You can remove a problematic folder from a deployment in two ways:
- If you can access the persistent volume, go to the mounted path and delete it. You can get the
path to the folder by running the following command.
oc describe pv $pv_name
- If you cannot access the persistent volume, edit the deployment by removing the failed mount.

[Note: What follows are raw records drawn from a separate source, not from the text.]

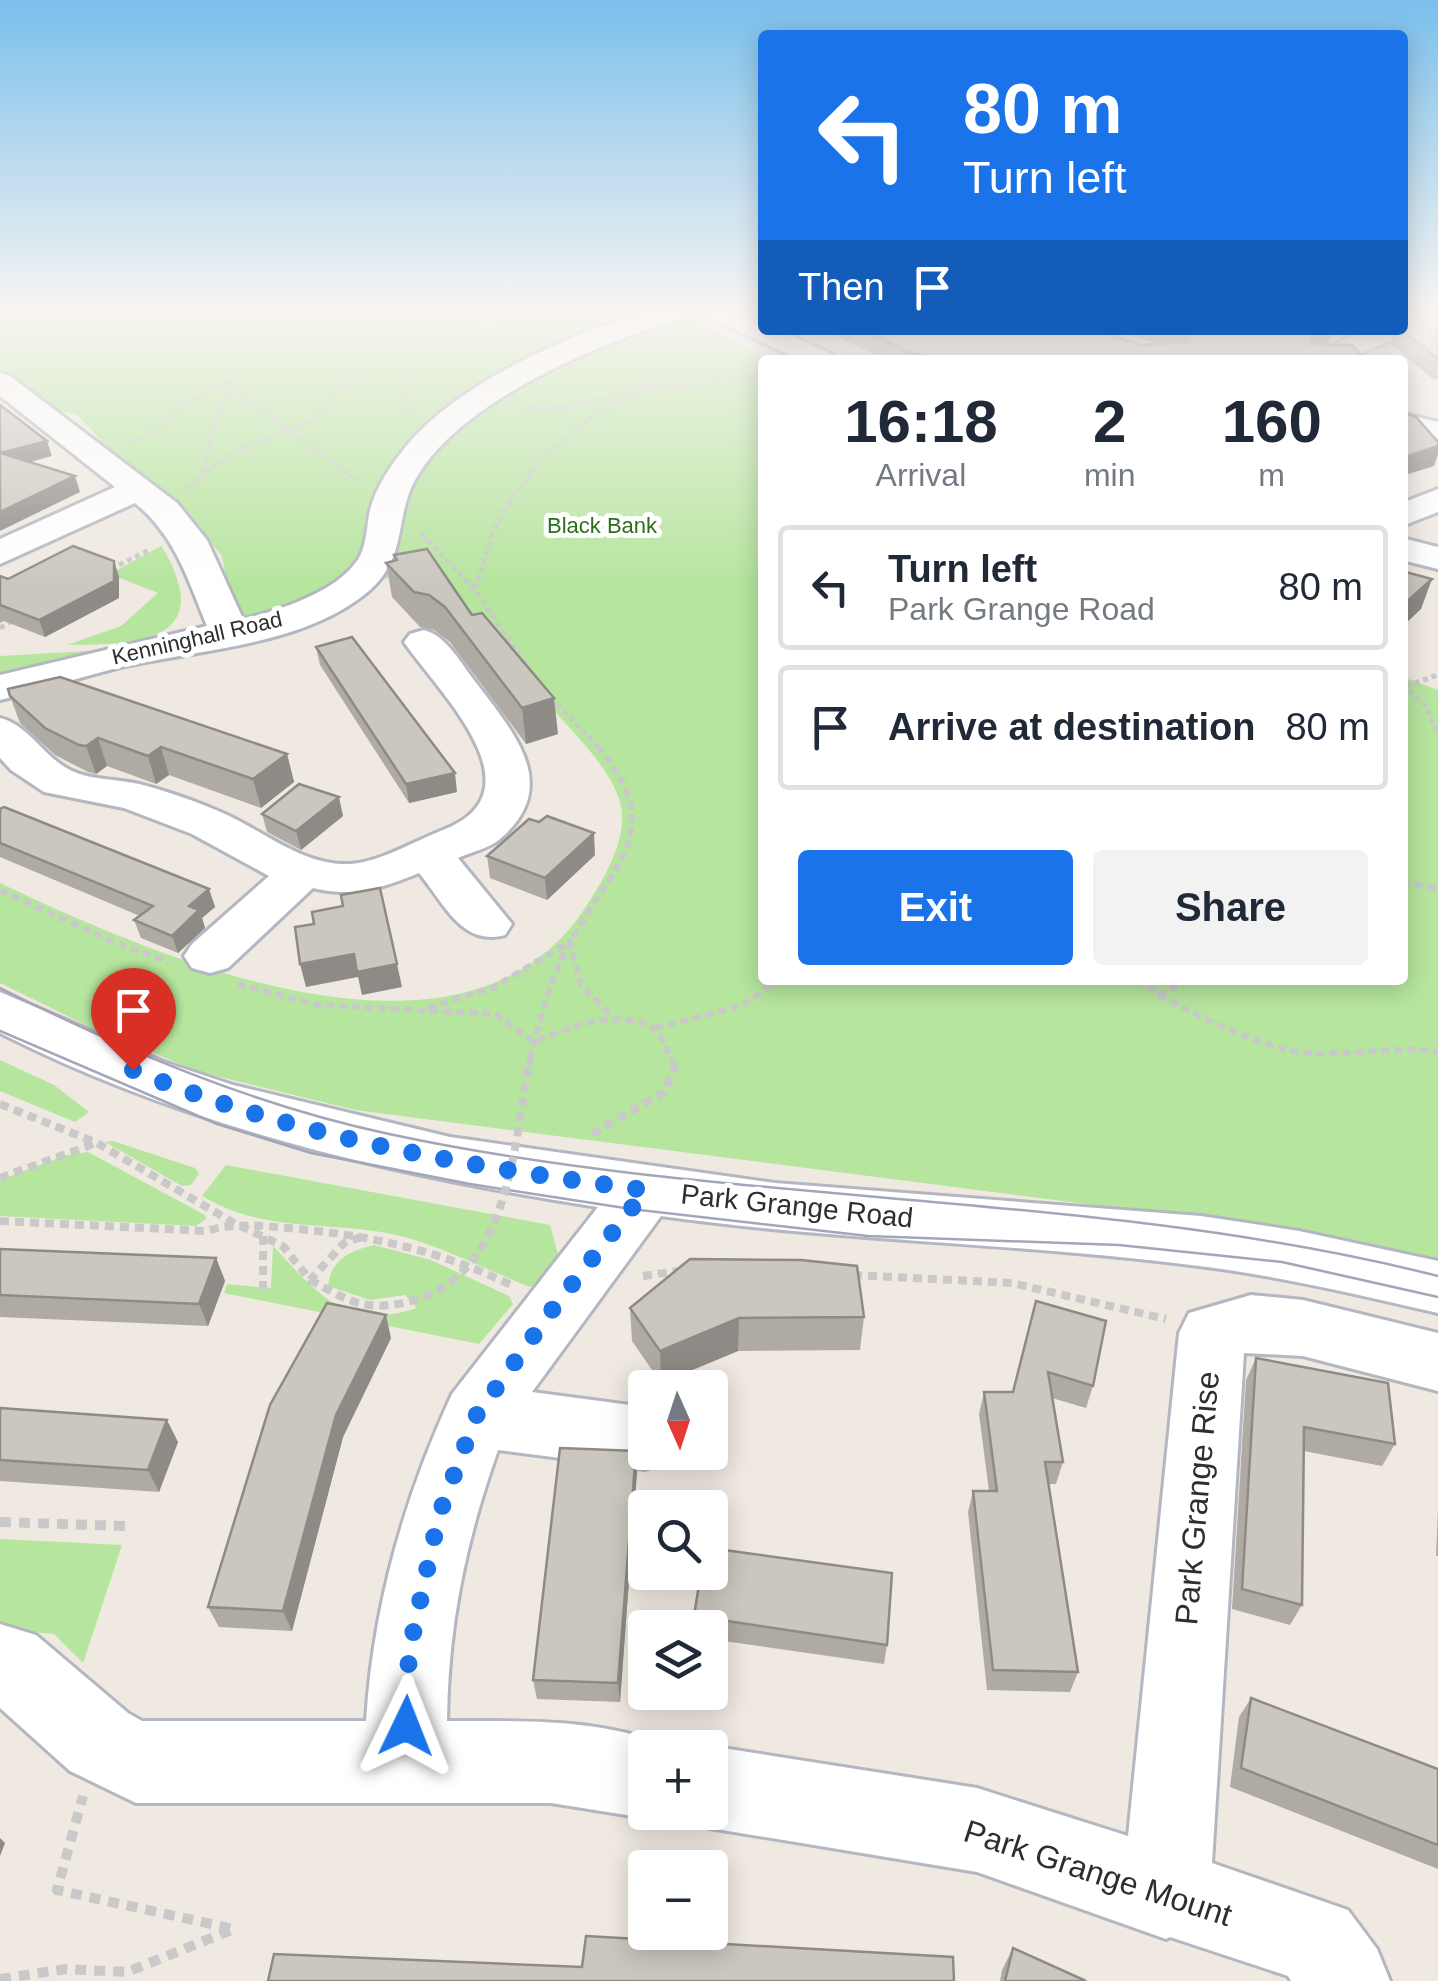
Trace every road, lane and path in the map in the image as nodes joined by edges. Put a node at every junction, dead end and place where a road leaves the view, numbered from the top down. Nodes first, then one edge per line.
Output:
1 (23, 401) edge
2 (189, 401) edge
3 (223, 401) edge
4 (253, 401) edge
5 (328, 401) edge
6 (405, 401) edge
7 (481, 401) edge
8 (595, 401) edge
9 (621, 401) edge
10 (476, 404) junction
11 (451, 422) junction
12 (1408, 424) edge
13 (289, 430) junction
14 (1438, 431) edge
15 (124, 445) dead end
16 (204, 472) junction
17 (393, 491) junction
18 (1438, 499) edge
19 (1408, 513) edge
20 (157, 514) junction
21 (1408, 550) edge
22 (0, 553) edge
23 (1438, 558) edge
24 (110, 570) edge
25 (475, 590) dead end
26 (7, 616) edge
27 (22, 616) edge
28 (2, 627) edge
29 (230, 633) junction
30 (424, 642) dead end
31 (1438, 675) edge
32 (1408, 684) edge
33 (0, 688) edge
34 (1408, 689) edge
35 (0, 731) edge
36 (1438, 736) edge
37 (17, 778) edge
38 (430, 854) junction
39 (304, 870) junction
40 (1408, 882) edge
41 (1438, 884) edge
42 (0, 890) edge
43 (487, 924) dead end
44 (203, 967) junction
45 (771, 985) edge
46 (1144, 985) edge
47 (1178, 985) edge
48 (1157, 995) junction
49 (0, 1010) edge
50 (424, 1010) junction
51 (613, 1017) junction
52 (655, 1028) junction
53 (1438, 1052) edge
54 (530, 1059) dead end
55 (0, 1104) edge
56 (592, 1134) dead end
57 (97, 1143) junction
58 (0, 1178) edge
59 (646, 1190) junction
60 (0, 1221) edge
61 (234, 1223) junction
62 (262, 1235) junction
63 (366, 1236) junction
64 (701, 1270) edge
65 (849, 1275) edge
66 (638, 1277) dead end
67 (310, 1280) junction
68 (1438, 1287) edge
69 (263, 1289) dead end
70 (520, 1289) dead end
71 (1176, 1322) dead end
72 (1438, 1362) edge
73 (476, 1416) junction
74 (628, 1436) edge
75 (0, 1522) edge
76 (125, 1526) dead end
77 (0, 1663) edge
78 (98, 1742) junction
79 (405, 1764) junction
80 (628, 1774) edge
81 (728, 1791) edge
82 (1166, 1894) junction
83 (0, 1979) edge
84 (1345, 1981) edge

1 - 20 street
2 - 15 path
3 - 16 path
4 - 13 path
5 - 13 path
6 - 11 path
7 - 10 street, Kenninghall Road
8 - 10 path
9 - 25 path
10 - 11 street, Kenninghall Road
11 - 17 street, Kenninghall Road
12 - 14 street
13 - 16 path
13 - 17 path
16 - 20 path
17 - 29 street, Kenninghall Road
18 - 19 street
20 - 22 street
20 - 24 path
20 - 29 street
21 - 23 street
26 - 28 path
27 - 28 path
29 - 33 street, Kenninghall Road
30 - 38 street
31 - 32 path
34 - 36 path
35 - 37 street
37 - 39 street
38 - 39 street
38 - 43 street
39 - 44 street
40 - 41 path
42 - 44 path
44 - 50 path
45 - 52 path
46 - 48 path
47 - 48 path
48 - 53 path
49 - 59 street, Park Grange Road
50 - 51 path
50 - 51 path
51 - 52 path
52 - 56 path
54 - 67 path, bridge
55 - 57 path
57 - 58 path
57 - 61 path
59 - 68 street, Park Grange Road
59 - 73 street
60 - 61 path
61 - 62 path
61 - 63 path
62 - 67 path
62 - 69 path
63 - 67 path
63 - 70 path
64 - 66 path
65 - 71 path
72 - 82 street, Park Grange Rise
73 - 74 street
73 - 79 street
75 - 76 path
77 - 78 street
78 - 79 street
78 - 83 path
79 - 80 street
81 - 82 street, Park Grange Mount
82 - 84 street, Park Grange Mount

- Edit the deployment by running the
oc edit deployment <deployment_name>
command. The following lines show an examplemountPath
:- mountPath: /opt/ibm/wlp/usr/servers/defaultServer/configDropins/overrides/ibm_oidc_rp.xml name: config-volume subPath: ibm_oidc_rp.xml
- You can then access the pod when it is Running by using the
oc exec -it
command.oc exec -it icp4adeploy-cmis-deploy-5cd4774f78-mg6pw bash
- Delete the file with the
rm
command.rm /opt/ibm/wlp/usr/servers/defaultServer/configDropins/overrides/ibm_oidc_rp.xml
- Edit the deployment by running the
When the folder is removed, you can wait for the operator to reconcile the change or add the removed mount path back manually to fix it.
Cluster admin setup script issues
During the execution of the cp4a-clusteradmin-setup.sh script, the CRD fails to deploy. If the following message is seen in the output, the user ('XYZ' in the example) does not have cluster-admin permission:
Start to create CRD, service account and role ... Error from server (Forbidden): error when retrieving current configuration of: "/root/git/cert-kubernetes/descriptors/ibm_cp4a_crd.yaml": customresourcedefinitions.apiextensions.k8s.io "icp4aclusters.icp4a.ibm.com" is forbidden: User "XYZ" cannot get customresourcedefinitions.apiextensions.k8s.io at the cluster scope: no RBAC policy matched
- Log out of the current session (non-admin).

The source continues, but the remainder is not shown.